Except that nothing of the sort will happen.

You cannot ban the sale of second hand items no one has any form of right to do that under any circumstances with any product.

GW have made their stance and reasons for it quite clear and if you take the time to read them you will understand and see theya re quite reasonable.

Basically what it comes down to is the GW sees that "Brick and Mortar" hobby centres contribute far more to sustaining the hobby than online retailers who are simply interested in supply of product at minimum overhead.

In the interests of ensuring that online sales do unfairly disadvantage the higher overhead B&M shops they reserve the right to restrict supply of their product to online retailers.


----------



## Achaylus72 (Apr 30, 2011)

Magpie_Oz said:


> Except that nothing of the sort will happen.
> 
> You cannot ban the sale of second hand items no one has any form of right to do that under any circumstances with any product.
> 
> ...


Maybe not right at this time, but in 2008 no one saw the embargo coming, i bet as of last month no one saw this coming, GW are alway unpredictable in its business dealing.


----------



## Magpie_Oz (Jan 16, 2012)

What effect has the 2008 embargo had ?


----------



## MadCowCrazy (Mar 19, 2009)

Meh, I fully expect GW to fold within the next 10 years, mainly because of 3D printers but also because of all their stupid business decisions. They piss off allot of their consumer base with all their bullshit and customer loyalty is one of the most important things, especially as alternatives start popping up.

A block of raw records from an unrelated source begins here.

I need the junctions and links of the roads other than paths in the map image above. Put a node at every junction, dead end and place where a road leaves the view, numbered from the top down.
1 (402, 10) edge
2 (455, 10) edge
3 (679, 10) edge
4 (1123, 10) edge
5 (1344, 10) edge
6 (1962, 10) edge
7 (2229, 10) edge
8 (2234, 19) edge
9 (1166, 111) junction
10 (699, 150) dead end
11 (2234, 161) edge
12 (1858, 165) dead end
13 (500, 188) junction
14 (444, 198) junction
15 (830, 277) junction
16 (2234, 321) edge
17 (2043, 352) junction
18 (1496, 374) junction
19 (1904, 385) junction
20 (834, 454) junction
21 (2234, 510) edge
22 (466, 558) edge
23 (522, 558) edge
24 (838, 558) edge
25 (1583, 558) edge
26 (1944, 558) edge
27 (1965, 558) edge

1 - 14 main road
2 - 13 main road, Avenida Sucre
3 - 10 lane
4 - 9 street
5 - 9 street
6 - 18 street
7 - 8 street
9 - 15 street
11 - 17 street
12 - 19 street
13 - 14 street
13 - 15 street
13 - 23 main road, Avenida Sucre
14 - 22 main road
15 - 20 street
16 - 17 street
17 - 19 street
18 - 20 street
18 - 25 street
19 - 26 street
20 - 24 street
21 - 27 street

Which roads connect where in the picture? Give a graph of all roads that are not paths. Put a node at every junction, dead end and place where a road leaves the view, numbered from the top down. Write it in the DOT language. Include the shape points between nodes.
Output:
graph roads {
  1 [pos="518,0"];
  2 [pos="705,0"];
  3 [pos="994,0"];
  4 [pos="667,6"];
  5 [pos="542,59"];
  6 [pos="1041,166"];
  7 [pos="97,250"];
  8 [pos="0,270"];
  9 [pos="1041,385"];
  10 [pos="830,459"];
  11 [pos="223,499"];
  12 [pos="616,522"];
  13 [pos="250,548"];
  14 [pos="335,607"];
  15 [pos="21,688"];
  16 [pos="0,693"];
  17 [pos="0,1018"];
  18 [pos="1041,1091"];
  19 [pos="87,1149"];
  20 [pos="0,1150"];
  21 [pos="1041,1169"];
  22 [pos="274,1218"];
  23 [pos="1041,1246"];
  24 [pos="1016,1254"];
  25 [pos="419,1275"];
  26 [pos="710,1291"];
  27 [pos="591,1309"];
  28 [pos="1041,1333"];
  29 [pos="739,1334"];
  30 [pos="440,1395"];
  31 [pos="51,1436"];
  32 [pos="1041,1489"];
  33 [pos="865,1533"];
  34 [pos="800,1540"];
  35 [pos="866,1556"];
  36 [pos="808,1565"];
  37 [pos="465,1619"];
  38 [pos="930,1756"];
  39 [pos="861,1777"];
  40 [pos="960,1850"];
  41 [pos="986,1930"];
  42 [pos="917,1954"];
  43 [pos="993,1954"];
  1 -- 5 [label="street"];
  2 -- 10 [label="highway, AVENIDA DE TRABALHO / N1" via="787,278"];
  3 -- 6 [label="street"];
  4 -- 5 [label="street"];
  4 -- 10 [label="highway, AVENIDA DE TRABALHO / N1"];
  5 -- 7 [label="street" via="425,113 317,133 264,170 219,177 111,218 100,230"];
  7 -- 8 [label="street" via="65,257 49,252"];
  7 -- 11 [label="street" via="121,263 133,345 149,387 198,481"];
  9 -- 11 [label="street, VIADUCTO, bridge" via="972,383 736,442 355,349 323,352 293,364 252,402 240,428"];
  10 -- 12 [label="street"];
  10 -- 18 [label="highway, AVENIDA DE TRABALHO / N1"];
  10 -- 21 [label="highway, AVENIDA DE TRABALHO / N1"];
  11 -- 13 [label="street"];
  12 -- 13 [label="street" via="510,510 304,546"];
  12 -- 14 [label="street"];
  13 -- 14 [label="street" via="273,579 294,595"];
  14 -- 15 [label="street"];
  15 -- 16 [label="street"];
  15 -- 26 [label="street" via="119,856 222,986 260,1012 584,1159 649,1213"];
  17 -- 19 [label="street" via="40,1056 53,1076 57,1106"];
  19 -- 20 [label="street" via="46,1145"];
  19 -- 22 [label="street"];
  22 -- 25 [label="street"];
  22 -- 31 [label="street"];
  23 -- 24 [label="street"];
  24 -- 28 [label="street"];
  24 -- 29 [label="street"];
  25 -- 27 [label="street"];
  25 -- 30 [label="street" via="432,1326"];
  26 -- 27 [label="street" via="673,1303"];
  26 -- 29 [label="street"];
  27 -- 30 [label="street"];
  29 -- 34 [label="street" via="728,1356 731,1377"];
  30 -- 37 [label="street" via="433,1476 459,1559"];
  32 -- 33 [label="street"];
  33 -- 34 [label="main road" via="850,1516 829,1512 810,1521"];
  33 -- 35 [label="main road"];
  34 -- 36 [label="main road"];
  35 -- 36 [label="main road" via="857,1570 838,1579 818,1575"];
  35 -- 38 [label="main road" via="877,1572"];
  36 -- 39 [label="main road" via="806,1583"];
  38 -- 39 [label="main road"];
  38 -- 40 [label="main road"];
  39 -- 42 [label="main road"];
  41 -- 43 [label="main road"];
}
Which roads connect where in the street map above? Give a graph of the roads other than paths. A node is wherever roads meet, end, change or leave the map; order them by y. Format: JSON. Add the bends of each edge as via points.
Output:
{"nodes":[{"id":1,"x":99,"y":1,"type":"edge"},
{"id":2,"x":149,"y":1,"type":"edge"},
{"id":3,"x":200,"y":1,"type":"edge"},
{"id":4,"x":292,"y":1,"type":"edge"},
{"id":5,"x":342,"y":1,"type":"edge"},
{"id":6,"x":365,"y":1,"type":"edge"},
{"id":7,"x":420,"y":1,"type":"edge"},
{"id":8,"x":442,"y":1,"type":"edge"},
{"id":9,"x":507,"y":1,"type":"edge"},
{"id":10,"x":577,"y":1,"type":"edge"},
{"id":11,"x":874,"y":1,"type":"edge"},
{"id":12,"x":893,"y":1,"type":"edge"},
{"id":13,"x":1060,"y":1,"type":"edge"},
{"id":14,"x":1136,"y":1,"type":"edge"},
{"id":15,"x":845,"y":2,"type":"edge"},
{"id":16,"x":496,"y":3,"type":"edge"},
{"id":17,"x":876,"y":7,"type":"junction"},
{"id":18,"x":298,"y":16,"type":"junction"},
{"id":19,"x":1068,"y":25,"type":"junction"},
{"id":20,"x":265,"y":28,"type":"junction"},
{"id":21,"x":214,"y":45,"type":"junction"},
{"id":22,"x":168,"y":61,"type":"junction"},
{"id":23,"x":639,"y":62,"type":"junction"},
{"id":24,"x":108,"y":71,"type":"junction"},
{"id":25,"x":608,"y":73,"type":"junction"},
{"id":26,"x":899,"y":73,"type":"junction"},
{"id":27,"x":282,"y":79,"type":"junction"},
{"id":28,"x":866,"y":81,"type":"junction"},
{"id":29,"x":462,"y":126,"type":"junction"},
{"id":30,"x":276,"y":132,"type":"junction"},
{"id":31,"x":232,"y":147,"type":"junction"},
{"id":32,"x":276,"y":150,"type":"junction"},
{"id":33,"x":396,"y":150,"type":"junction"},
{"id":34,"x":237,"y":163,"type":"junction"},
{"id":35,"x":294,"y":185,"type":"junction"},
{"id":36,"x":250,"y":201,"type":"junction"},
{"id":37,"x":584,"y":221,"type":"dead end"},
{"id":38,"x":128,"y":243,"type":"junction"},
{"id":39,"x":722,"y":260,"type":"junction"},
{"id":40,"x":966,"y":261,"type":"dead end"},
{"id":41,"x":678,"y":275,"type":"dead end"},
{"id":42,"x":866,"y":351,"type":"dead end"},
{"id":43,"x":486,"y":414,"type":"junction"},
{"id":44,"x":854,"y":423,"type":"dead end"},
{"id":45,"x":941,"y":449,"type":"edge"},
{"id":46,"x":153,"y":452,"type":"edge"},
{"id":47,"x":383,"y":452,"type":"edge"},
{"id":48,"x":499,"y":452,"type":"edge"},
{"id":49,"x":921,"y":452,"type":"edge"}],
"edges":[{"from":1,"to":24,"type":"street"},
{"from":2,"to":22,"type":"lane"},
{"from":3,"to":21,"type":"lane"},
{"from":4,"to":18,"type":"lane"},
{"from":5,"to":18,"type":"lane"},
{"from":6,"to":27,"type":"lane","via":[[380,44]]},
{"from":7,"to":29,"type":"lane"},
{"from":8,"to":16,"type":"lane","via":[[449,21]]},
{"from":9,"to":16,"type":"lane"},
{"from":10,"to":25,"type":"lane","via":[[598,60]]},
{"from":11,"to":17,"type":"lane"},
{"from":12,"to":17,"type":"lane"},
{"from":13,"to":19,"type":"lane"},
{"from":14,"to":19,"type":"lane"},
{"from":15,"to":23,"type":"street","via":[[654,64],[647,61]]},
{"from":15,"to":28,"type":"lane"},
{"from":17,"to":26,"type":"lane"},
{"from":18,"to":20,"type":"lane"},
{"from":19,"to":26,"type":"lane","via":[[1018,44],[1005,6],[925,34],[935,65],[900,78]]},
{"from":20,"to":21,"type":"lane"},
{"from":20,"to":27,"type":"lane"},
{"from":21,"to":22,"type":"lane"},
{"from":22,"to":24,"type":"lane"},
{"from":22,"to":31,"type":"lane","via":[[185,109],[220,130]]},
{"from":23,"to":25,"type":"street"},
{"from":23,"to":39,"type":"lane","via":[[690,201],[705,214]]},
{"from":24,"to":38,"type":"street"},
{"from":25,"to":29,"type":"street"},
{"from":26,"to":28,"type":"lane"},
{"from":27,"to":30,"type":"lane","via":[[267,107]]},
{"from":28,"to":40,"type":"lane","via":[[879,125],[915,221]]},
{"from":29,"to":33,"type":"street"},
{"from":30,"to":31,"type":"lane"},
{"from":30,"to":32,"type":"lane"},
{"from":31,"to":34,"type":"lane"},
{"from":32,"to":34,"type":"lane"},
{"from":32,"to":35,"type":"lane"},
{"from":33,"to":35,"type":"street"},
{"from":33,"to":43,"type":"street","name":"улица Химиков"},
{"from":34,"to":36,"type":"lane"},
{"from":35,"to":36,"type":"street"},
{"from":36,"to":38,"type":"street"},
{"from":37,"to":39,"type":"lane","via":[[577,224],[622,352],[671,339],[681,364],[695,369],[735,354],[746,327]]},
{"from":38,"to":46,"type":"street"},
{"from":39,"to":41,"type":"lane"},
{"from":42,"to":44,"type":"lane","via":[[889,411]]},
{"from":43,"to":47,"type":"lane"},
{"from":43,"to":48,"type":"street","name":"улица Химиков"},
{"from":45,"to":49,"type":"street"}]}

GW are slowly killing themselves, with kickstarter anyone can create an alternative plastic line of minis, allot cheaper than GW with same or better quality as allot of GW kits are hitting the 10years old mark.

3D printers will be the death of the miniature hobby as we know it, it will also be the rebirth of it. We have the technology today to print models of near perfect quality and have them fully colour printed as well. The problem atm is cost, but as the tech develops and becomes more available the prices will drop.

So why buy some unpainted, overpriced shit from GW when you could have 2x-4x the number of models, painted to better than golden daemon standard for the same price?

I fully expect this within 10 years, we are almost there now and if you have the money you can get it with todays tech. It's only the initial investment of the 3D printer that's prohibitive today, also it's size might be a problem as well :crazy:

Within the next 10 years though you will be able to get one that's the size of a regular printer, the prints 3D models in full colour with a resolution similar or better to todays plastic cast models.


As you can now print in metal, I'm surprised that no one simply 3D metal prints the casting molds. I guess the tech isn't perfect enough but I'm sure it could work for terrain pieces or other models with large flat areas. I've seen some really awesome stuff printed in metal so it should be possible to get it faster and allot cheaper than the tooling required by normal means.


----------



## Magpie_Oz (Jan 16, 2012)

How is a new method of production going to kill the hobby?

It will change it but won't kill it by a long shot. The ability to create moulds have been around for decades but hasn't changed things.

Digital Cameras changed the photo market but there are still camera houses and photo processing shops.

Bubble Jet printers changed the printing market but there are still 1000's of professional printing services.

Mini's will follow a similar course and GW is one of the few companies with the moola to be able to take on the new technology.

"GW folding in 10 years" was the same thing they said in the 80's when computer games began to become widely available.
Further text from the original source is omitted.